- [Directions]: Output every entry exactly, without any pictures.

++++ Material provided ++++

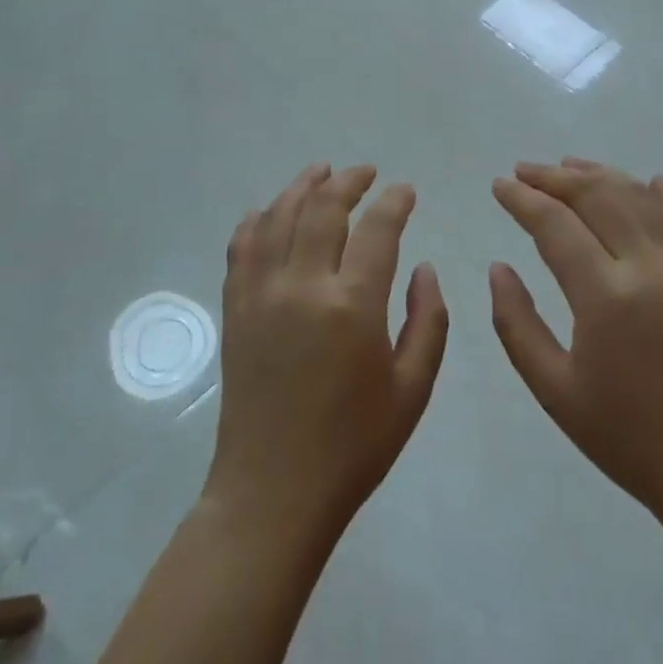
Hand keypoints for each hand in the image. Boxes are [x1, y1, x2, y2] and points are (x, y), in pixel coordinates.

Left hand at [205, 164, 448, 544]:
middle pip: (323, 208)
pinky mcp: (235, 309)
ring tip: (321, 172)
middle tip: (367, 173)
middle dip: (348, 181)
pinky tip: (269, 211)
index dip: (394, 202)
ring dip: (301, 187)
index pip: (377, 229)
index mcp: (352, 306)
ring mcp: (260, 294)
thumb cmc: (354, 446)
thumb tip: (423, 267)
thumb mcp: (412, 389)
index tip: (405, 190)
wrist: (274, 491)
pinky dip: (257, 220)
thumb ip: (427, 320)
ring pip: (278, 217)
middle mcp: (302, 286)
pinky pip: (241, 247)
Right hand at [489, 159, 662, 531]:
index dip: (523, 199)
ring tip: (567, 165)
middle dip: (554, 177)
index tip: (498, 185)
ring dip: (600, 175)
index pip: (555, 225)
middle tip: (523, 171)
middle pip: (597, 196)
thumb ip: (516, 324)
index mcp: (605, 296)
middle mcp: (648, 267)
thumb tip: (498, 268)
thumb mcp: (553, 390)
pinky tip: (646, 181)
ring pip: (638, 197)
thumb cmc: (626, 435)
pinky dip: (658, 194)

++++

- [Exercise answer]:
Hand keypoints for each hand in the image. Boxes are [x1, y1, x2, y2] and points are (x, y), in pixel coordinates.

Left hand at [205, 164, 448, 544]:
middle pip: (323, 208)
pinky mcp: (235, 309)
ring tip: (321, 172)
middle tip: (367, 173)
middle dip: (348, 181)
pinky tip: (269, 211)
index dip: (394, 202)
ring dip: (301, 187)
index pip: (377, 229)
index mcp: (352, 306)
ring mcp: (260, 294)
thumb cmc: (354, 446)
thumb tip: (423, 267)
thumb mcp: (412, 389)
index tip: (405, 190)
wrist: (274, 491)
pinky dip: (257, 220)
thumb ip: (427, 320)
ring pip: (278, 217)
middle mcp: (302, 286)
pinky pip: (241, 247)
Right hand at [489, 159, 662, 531]:
index dip: (523, 199)
ring tip: (567, 165)
middle dip: (554, 177)
index tip: (498, 185)
ring dip: (600, 175)
index pip: (555, 225)
middle tip: (523, 171)
middle pip: (597, 196)
thumb ip: (516, 324)
index mcp: (605, 296)
middle mcp: (648, 267)
thumb tip: (498, 268)
thumb mcp: (553, 390)
pinky tip: (646, 181)
ring pip: (638, 197)
thumb cmc: (626, 435)
pinky dip: (658, 194)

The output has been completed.